◆ TRY IT
Each record that follows should be reproduced in full, character for character.

◆ Stored dataset items
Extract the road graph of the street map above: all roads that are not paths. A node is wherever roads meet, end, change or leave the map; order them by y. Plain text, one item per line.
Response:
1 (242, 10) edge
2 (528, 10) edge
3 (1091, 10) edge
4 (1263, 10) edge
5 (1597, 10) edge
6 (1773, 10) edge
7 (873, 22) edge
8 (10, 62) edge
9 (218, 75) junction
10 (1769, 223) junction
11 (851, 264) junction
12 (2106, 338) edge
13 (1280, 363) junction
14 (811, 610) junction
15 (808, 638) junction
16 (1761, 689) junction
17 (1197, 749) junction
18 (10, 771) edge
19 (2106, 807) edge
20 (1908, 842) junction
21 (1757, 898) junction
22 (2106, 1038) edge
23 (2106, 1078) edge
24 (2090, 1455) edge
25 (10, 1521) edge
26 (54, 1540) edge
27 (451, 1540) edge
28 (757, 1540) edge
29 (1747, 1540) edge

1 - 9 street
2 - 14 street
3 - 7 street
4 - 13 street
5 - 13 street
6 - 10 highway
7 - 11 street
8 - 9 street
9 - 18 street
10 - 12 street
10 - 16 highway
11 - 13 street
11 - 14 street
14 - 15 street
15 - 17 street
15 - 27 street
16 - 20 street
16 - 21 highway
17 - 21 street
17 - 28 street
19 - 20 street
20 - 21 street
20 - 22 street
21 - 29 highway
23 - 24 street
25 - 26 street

◆ ANSWER BOX
Extract the road graph of the street map above: all roads that are not paths. A node is wherever roads meet, end, change or leave the map; order them by y. Plain text, one item per line.
Response:
1 (242, 10) edge
2 (528, 10) edge
3 (1091, 10) edge
4 (1263, 10) edge
5 (1597, 10) edge
6 (1773, 10) edge
7 (873, 22) edge
8 (10, 62) edge
9 (218, 75) junction
10 (1769, 223) junction
11 (851, 264) junction
12 (2106, 338) edge
13 (1280, 363) junction
14 (811, 610) junction
15 (808, 638) junction
16 (1761, 689) junction
17 (1197, 749) junction
18 (10, 771) edge
19 (2106, 807) edge
20 (1908, 842) junction
21 (1757, 898) junction
22 (2106, 1038) edge
23 (2106, 1078) edge
24 (2090, 1455) edge
25 (10, 1521) edge
26 (54, 1540) edge
27 (451, 1540) edge
28 (757, 1540) edge
29 (1747, 1540) edge

1 - 9 street
2 - 14 street
3 - 7 street
4 - 13 street
5 - 13 street
6 - 10 highway
7 - 11 street
8 - 9 street
9 - 18 street
10 - 12 street
10 - 16 highway
11 - 13 street
11 - 14 street
14 - 15 street
15 - 17 street
15 - 27 street
16 - 20 street
16 - 21 highway
17 - 21 street
17 - 28 street
19 - 20 street
20 - 21 street
20 - 22 street
21 - 29 highway
23 - 24 street
25 - 26 street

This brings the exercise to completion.